* Assigned task: Each line of the entries below that includes "bridge" belongs in your answer.
*** Opening of Material to process ***
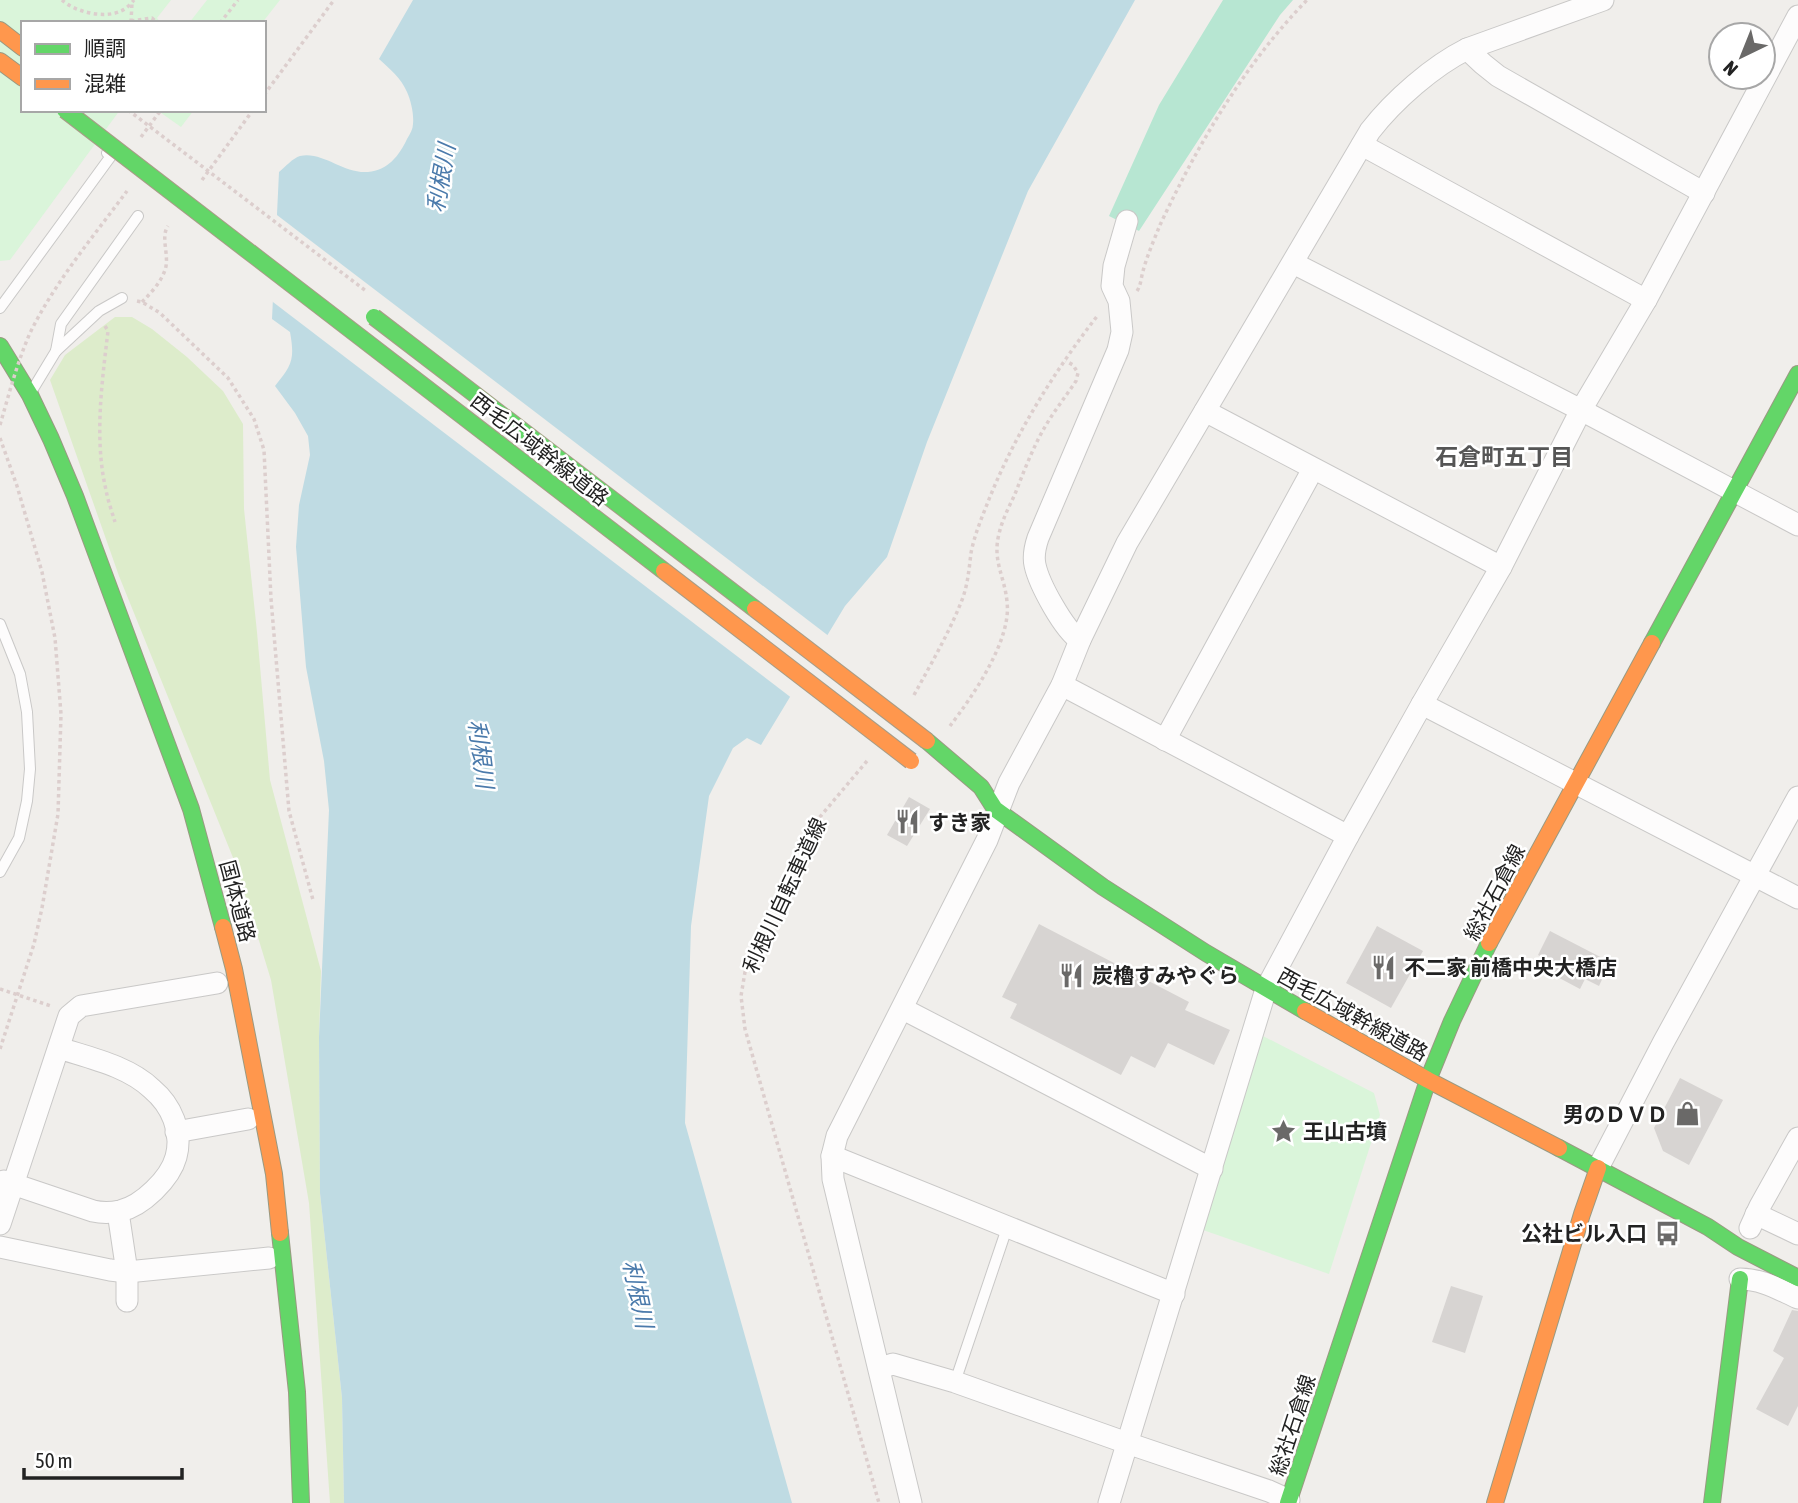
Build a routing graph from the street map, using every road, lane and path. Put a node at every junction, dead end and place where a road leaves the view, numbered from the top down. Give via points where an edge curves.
1 (62, 0) edge
2 (238, 0) edge
3 (334, 0) edge
4 (1307, 0) edge
5 (1603, 0) edge
6 (133, 2) edge
7 (1798, 16) edge
8 (131, 21) edge
9 (136, 21) edge
10 (155, 21) edge
11 (222, 21) edge
12 (0, 30) edge
13 (21, 46) edge
14 (1467, 49) junction
15 (0, 61) edge
16 (0, 72) edge
17 (21, 77) edge
18 (21, 88) edge
19 (266, 92) edge
20 (53, 112) edge
21 (68, 112) edge
22 (1362, 145) junction
23 (132, 184) dead end
24 (1704, 193) junction
25 (138, 216) dead end
26 (1127, 221) dead end
27 (1293, 263) junction
28 (1133, 296) dead end
29 (122, 298) joint
30 (1646, 300) junction
31 (357, 304) dead end
32 (0, 308) edge
33 (1098, 315) dead end
34 (0, 346) edge
35 (56, 351) junction
36 (1798, 374) edge
37 (30, 395) junction
38 (1581, 410) junction
39 (1205, 411) junction
40 (0, 425) edge
41 (1313, 469) junction
42 (1735, 491) junction
43 (1798, 525) edge
44 (1501, 567) junction
45 (0, 624) edge
46 (1080, 640) junction
47 (1062, 685) junction
48 (912, 700) dead end
49 (1422, 704) junction
50 (1165, 740) junction
51 (870, 756) dead end
52 (916, 764) dead end
53 (1575, 785) junction
54 (1798, 797) edge
55 (970, 805) dead end
56 (996, 810) junction
57 (1348, 836) junction
58 (0, 872) edge
59 (1755, 876) junction
60 (1798, 898) edge
61 (313, 900) dead end
62 (217, 983) dead end
63 (0, 989) edge
64 (1266, 989) junction
65 (57, 1008) dead end
66 (903, 1009) junction
67 (59, 1048) junction
68 (1428, 1080) junction
69 (248, 1119) dead end
70 (176, 1132) junction
71 (1798, 1138) edge
72 (832, 1156) junction
73 (1598, 1168) junction
74 (1212, 1169) junction
75 (9, 1183) junction
76 (118, 1212) junction
77 (1753, 1221) junction
78 (0, 1224) edge
79 (1007, 1227) junction
80 (1708, 1227) junction
81 (1796, 1242) edge
82 (0, 1247) edge
83 (269, 1258) dead end
84 (127, 1272) junction
85 (1798, 1278) edge
86 (1740, 1279) joint
87 (1174, 1294) junction
88 (1798, 1298) edge
89 (127, 1300) dead end
90 (880, 1368) junction
91 (954, 1382) junction
92 (1127, 1443) junction
93 (1291, 1502) edge
94 (301, 1503) edge
95 (879, 1503) edge
96 (911, 1503) edge
97 (1109, 1503) edge
98 (1495, 1503) edge
99 (1712, 1503) edge

1 - 6 path via 102,15 121,11
2 - 11 path
3 - 19 path
4 - 28 path via 1282,27 1213,124 1163,220
5 - 14 street
6 - 8 path
7 - 24 street
9 - 10 path
12 - 13 main road
14 - 22 street via 1438,66 1392,106
14 - 24 street via 1498,76
15 - 17 main road
16 - 18 lane
20 - 32 lane via 111,156
21 - 52 main road, 西毛広域幹線道路, bridge
22 - 27 street
22 - 30 street
23 - 40 path, bridge via 55,288 39,317 19,360
24 - 30 street
25 - 35 lane via 61,324
26 - 46 street via 1112,286 1119,301 1122,332 1118,349 1034,552 1035,565 1057,612
27 - 38 street
27 - 39 street
29 - 35 lane via 99,311
29 - 61 path via 142,302 160,313 228,378 254,419 264,450 289,811
30 - 38 street
31 - 56 main road, 西毛広域幹線道路, bridge via 927,741 981,787
33 - 48 path via 1013,444 976,532 962,600
34 - 37 main road, 国体道路
35 - 37 lane
36 - 42 main road, 総社石倉線
37 - 94 main road, 国体道路 via 75,496 191,808 234,969 274,1174 297,1392
38 - 42 street
38 - 44 street
39 - 41 street
39 - 46 street via 1127,543
41 - 44 street
41 - 50 street
42 - 43 street
42 - 53 main road, 総社石倉線
44 - 49 street
45 - 58 lane via 20,674 30,769 19,838
46 - 47 street
47 - 50 street
47 - 56 street
49 - 53 street
49 - 57 street
50 - 57 street
51 - 95 path, 利根川自転車道線 via 814,824 745,972 741,996 745,1029
53 - 59 street
53 - 68 main road, 総社石倉線 via 1475,972
54 - 59 street
55 - 56 main road, 西毛広域幹線道路
56 - 64 main road, 西毛広域幹線道路 via 1113,894
56 - 66 street via 987,840
57 - 64 street
59 - 60 street
59 - 73 street
62 - 67 street via 81,1006 69,1016
63 - 65 path
64 - 68 main road, 西毛広域幹線道路
64 - 74 street
66 - 72 street via 837,1136
66 - 74 street
67 - 70 street via 137,1077 168,1106
67 - 75 street
68 - 73 main road, 西毛広域幹線道路
68 - 93 main road, 総社石倉線
69 - 70 street
70 - 76 street via 176,1158 156,1188 139,1203
71 - 77 street
72 - 79 street
72 - 90 street
73 - 80 main road, 西毛広域幹線道路
73 - 98 main road
74 - 87 street
75 - 76 street via 93,1211
75 - 78 street
76 - 84 street
77 - 80 main road, 西毛広域幹線道路
77 - 81 street
79 - 87 street
79 - 91 lane
80 - 85 main road, 西毛広域幹線道路
82 - 84 street
83 - 84 street
84 - 89 street
86 - 88 street via 1765,1282
86 - 99 main road
87 - 92 street
90 - 91 street via 893,1364
90 - 96 street
91 - 92 street
92 - 93 street
92 - 97 street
*** Close of Material to process ***
* Answer below:
21 - 52 main road, 西毛広域幹線道路, bridge
23 - 40 path, bridge via 55,288 39,317 19,360
31 - 56 main road, 西毛広域幹線道路, bridge via 927,741 981,787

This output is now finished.